Brief:
Drop all images. Then write out each line below exactly as given.
---------- Data for the task
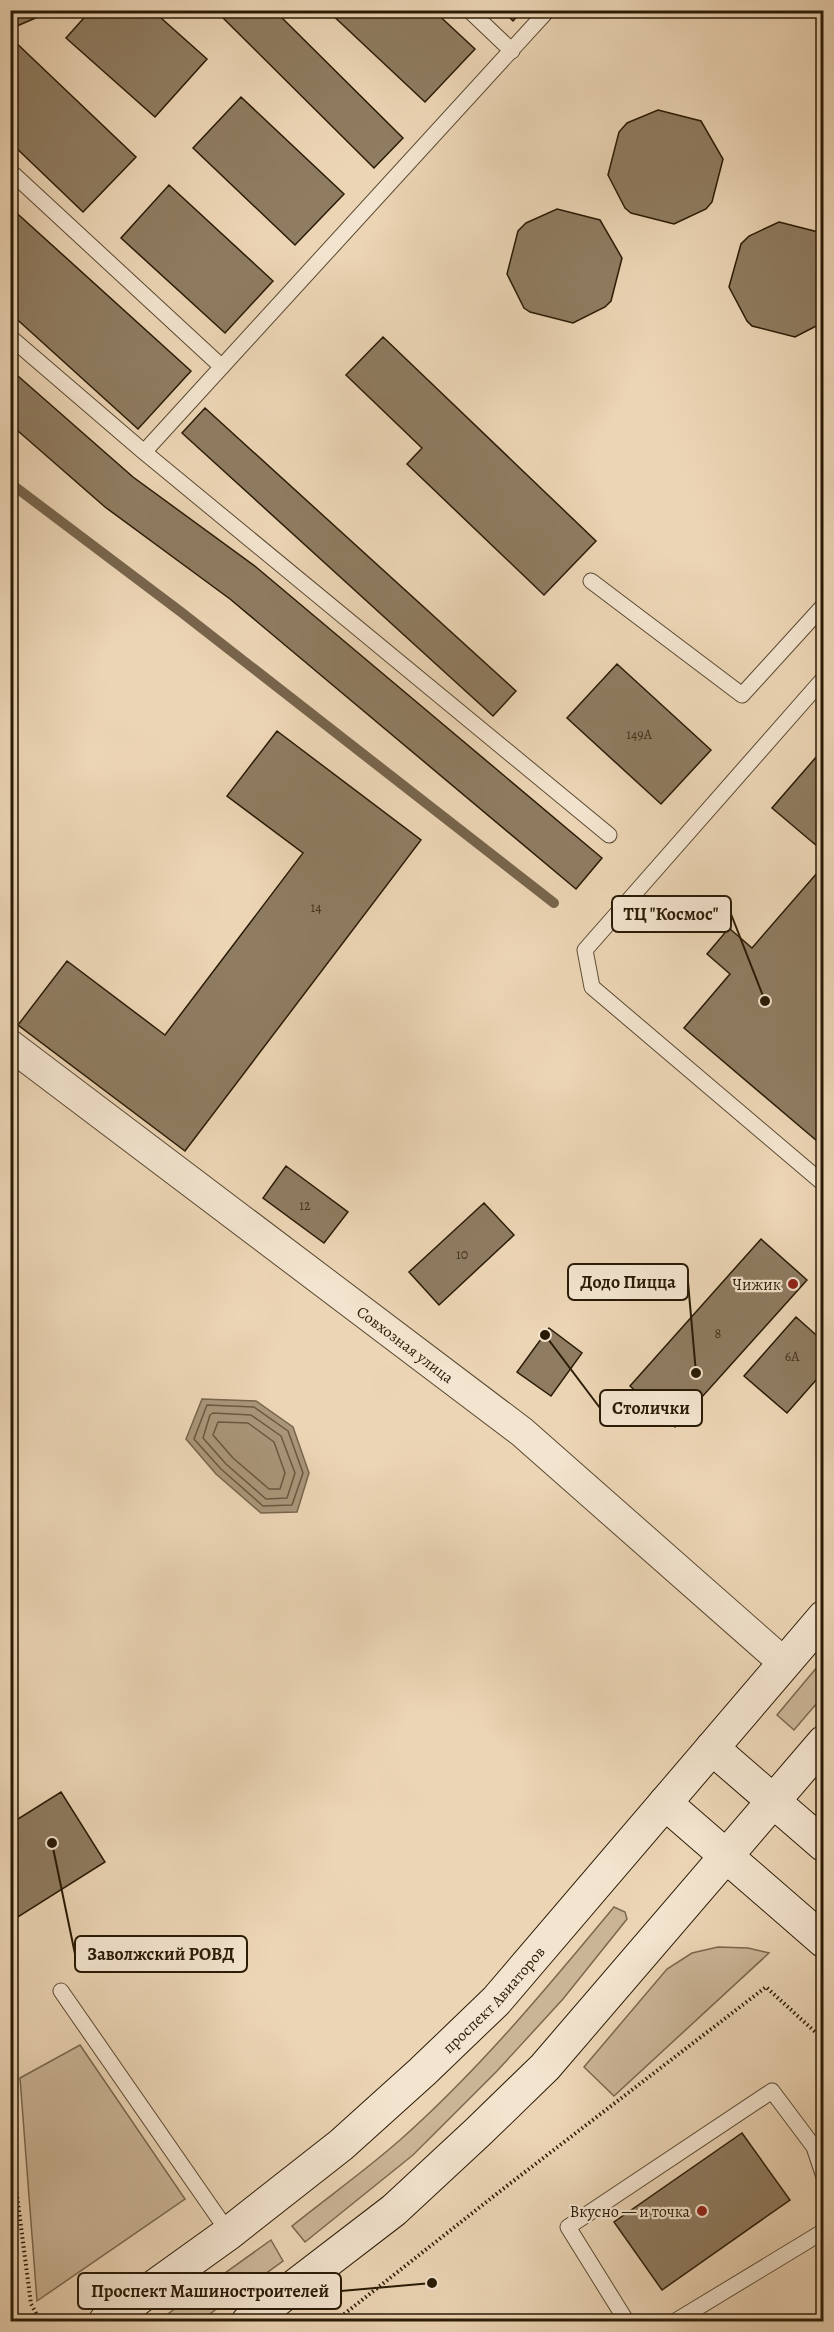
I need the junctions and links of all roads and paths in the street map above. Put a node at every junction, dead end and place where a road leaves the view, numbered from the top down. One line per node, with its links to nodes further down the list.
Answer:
1 (469, 10): 3 (lane)
2 (548, 10): 3 (lane)
3 (512, 51): 6 (lane)
4 (10, 171): 6 (lane)
5 (10, 337): 7 (lane)
6 (222, 367): 7 (lane)
7 (144, 452): 11 (lane)
8 (591, 581): 9 (lane)
9 (824, 605)
10 (824, 678): 13 (lane)
11 (609, 835)
12 (10, 1045): 15 (street, Совхозная улица)
13 (824, 1184)
14 (824, 1617): 15 (main road, проспект Авиаторов)
15 (784, 1663): 17 (main road, проспект Авиаторов)
16 (824, 1742): 18 (main road)
17 (712, 1748): 18 (main road); 19 (main road, проспект Авиаторов)
18 (773, 1801): 20 (main road); 21 (main road)
19 (665, 1803): 21 (main road); 29 (main road, проспект Авиаторов)
20 (824, 1845)
21 (726, 1855): 22 (main road); 32 (main road)
22 (824, 1941)
23 (61, 1991): 29 (lane)
24 (12, 2031): 30 (path)
25 (824, 2040): 33 (path)
26 (819, 2149): 27 (lane); 34 (lane)
27 (824, 2177)
28 (824, 2231): 35 (lane)
29 (229, 2233): 31 (main road, проспект Авиаторов)
30 (41, 2322)
31 (105, 2322)
32 (248, 2322)
33 (346, 2322)
34 (627, 2322)
35 (674, 2322)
--------------------
Answer for this exercise:
I need the junctions and links of all roads and paths in the street map above. Put a node at every junction, dead end and place where a road leaves the view, numbered from the top down. One line per node, with its links to nodes further down the list.
Answer:
1 (469, 10): 3 (lane)
2 (548, 10): 3 (lane)
3 (512, 51): 6 (lane)
4 (10, 171): 6 (lane)
5 (10, 337): 7 (lane)
6 (222, 367): 7 (lane)
7 (144, 452): 11 (lane)
8 (591, 581): 9 (lane)
9 (824, 605)
10 (824, 678): 13 (lane)
11 (609, 835)
12 (10, 1045): 15 (street, Совхозная улица)
13 (824, 1184)
14 (824, 1617): 15 (main road, проспект Авиаторов)
15 (784, 1663): 17 (main road, проспект Авиаторов)
16 (824, 1742): 18 (main road)
17 (712, 1748): 18 (main road); 19 (main road, проспект Авиаторов)
18 (773, 1801): 20 (main road); 21 (main road)
19 (665, 1803): 21 (main road); 29 (main road, проспект Авиаторов)
20 (824, 1845)
21 (726, 1855): 22 (main road); 32 (main road)
22 (824, 1941)
23 (61, 1991): 29 (lane)
24 (12, 2031): 30 (path)
25 (824, 2040): 33 (path)
26 (819, 2149): 27 (lane); 34 (lane)
27 (824, 2177)
28 (824, 2231): 35 (lane)
29 (229, 2233): 31 (main road, проспект Авиаторов)
30 (41, 2322)
31 (105, 2322)
32 (248, 2322)
33 (346, 2322)
34 (627, 2322)
35 (674, 2322)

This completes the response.